Table 93.1 Targets in the absence of overt pulmonary pathology
6–8 mL/kg IBW
PaO2 may be optimized by adjusting Ṽmin, I:E ratio, PEEP, and FiO2. Normocapnoea should not be pursued at the expense of exceeding pressure limits, unless there is urgent indication to do so. Development of a respiratory acidosis (pH < 7.25) should prompt reconsideration of pathology, mode of ventilation, and alternative methods of CO2 removal.
Targets in pathophysiological states
Modify the parameters shown in the previous section considering predominant manifestations of pulmonary disease.
Narrowing of medium- and small-calibre airways significantly increases resistance to gas flow, disrupting regional and global pressure-flow relationships, and variably increasing time constants. Injudicious PPV programming in such individuals may result in volume redistribution, alveolar over-distension, and ventilator trauma.
Dynamic hyperinflation due to insufficient te and unfavourable I:E ratios exacerbates ṼA/Q mismatching, and further increases the risk of trauma. PEEPi estimation may be necessary to avoid acute deterioration.
Restrictive lung disease
In the absence of significant airflow limitation, low compliance results in reduced τ. Affected lung units fill quickly, with rapid gas flow redistribution, ṼA/Q mismatching and over-distension of relatively unaffected units. Attention to volume and pressure settings may mitigate risk of trauma in such individuals.
The characteristic destruction of lung parenchyma and diminishment of elastic recoil results in markedly increased compliance of affected tissue. Because tissue damage is patchy, with changes characteristic of causative agents and disease processes, affected units are slow to open and prone to over-distension. A low rate with long ti and te should be set to permit filling and emptying of slower units, and PPLAT limited to prevent trauma.
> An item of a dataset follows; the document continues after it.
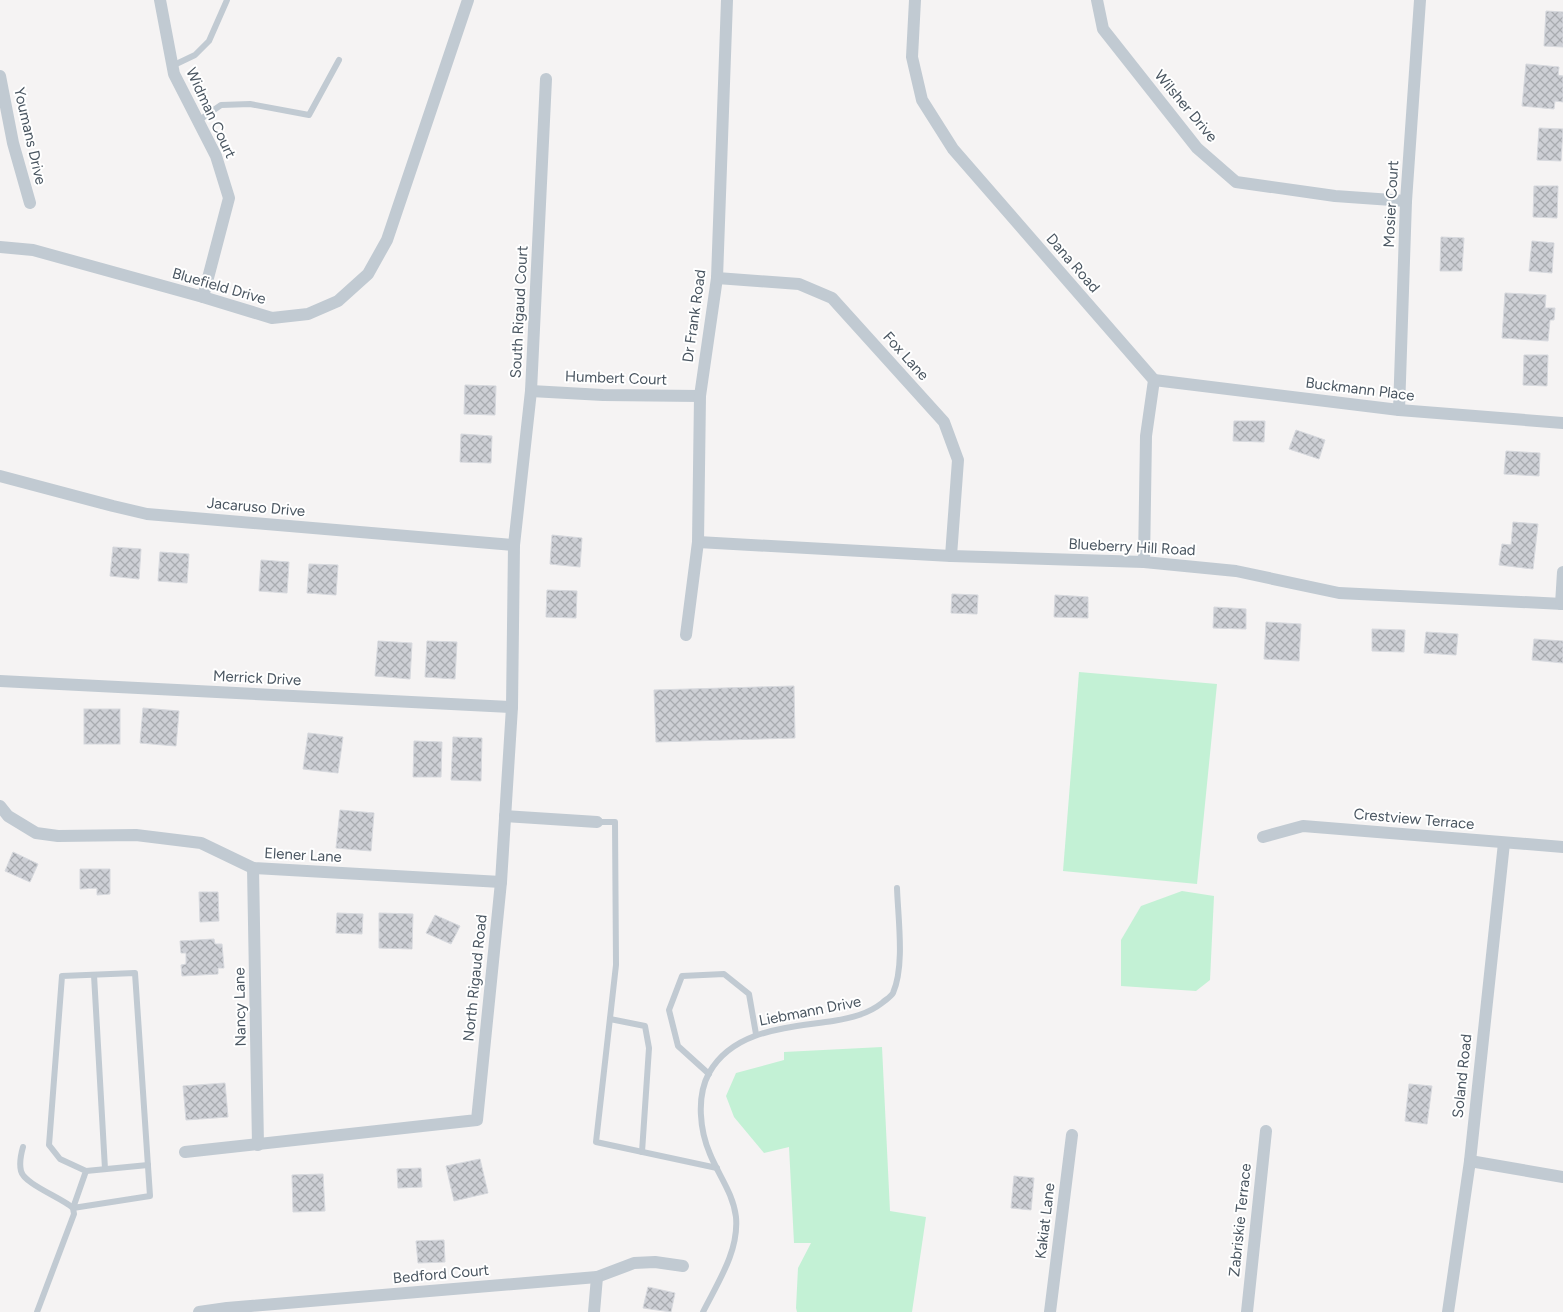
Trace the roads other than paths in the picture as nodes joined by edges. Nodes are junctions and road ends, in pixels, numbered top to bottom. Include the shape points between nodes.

Because emphysematous changes co-exist with airflow limitation in COPD, both τi and τe may be significantly prolonged. A low rate and prolonged expiratory phase (I:E ratio 1:2.5 or 3.0) may allow for slow changes in airway flows and prevent gas trapping. Airway pressures must be limited to prevent over-distention and the potential for rupture of bullae.
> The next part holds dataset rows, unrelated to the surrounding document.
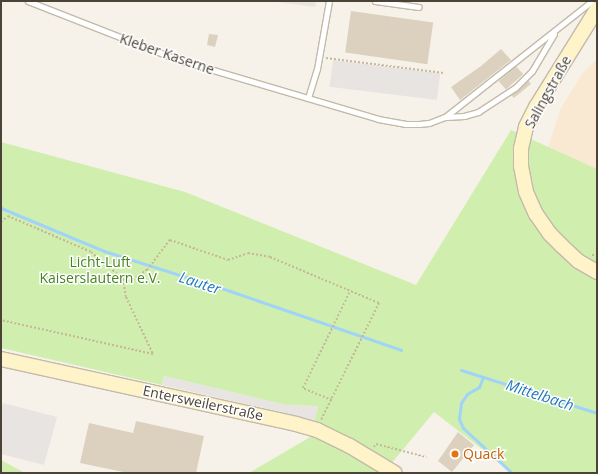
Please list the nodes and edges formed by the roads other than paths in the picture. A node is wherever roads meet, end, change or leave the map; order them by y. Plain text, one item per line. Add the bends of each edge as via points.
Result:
1 (28, 1) edge
2 (329, 1) edge
3 (375, 1) edge
4 (592, 1) edge
5 (419, 7) dead end
6 (597, 9) edge
7 (558, 28) junction
8 (308, 98) junction
9 (445, 117) junction
10 (597, 272) edge
11 (1, 359) edge
12 (395, 473) edge

1 - 8 lane, Kleber Kaserne via 158,53
2 - 8 lane via 319,57
3 - 5 lane
4 - 7 lane
6 - 10 main road, Salingstraße via 526,126 521,148 521,166 526,192 536,214 550,234 578,261
7 - 9 lane
7 - 9 lane via 532,71 516,87 478,112
8 - 9 lane, Kleber Kaserne via 378,119 405,124 429,123
11 - 12 main road, Entersweilerstraße via 317,430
ARDS is characterized by absolute volume loss with decreased total system compliance , but pathological changes are not evenly distributed and even targeting tidal volumes of 6–8 mL/kg may over-distend aerated lung units and exacerbate shunt through compression atelectasis.
Optimal ventilatory strategies in ALI and ARDS remain the subject of debate, with some advocating bedside quantification of injured and healthy lung volumes in order to permit individualization of VT targets and the limitation of regional distending pressures . The weight of evidence supports limitation of VT to 4–8 mL/kg IBW [10,11] and plateau pressure to less than 30–35 cmH2O  as the least deleterious strategy.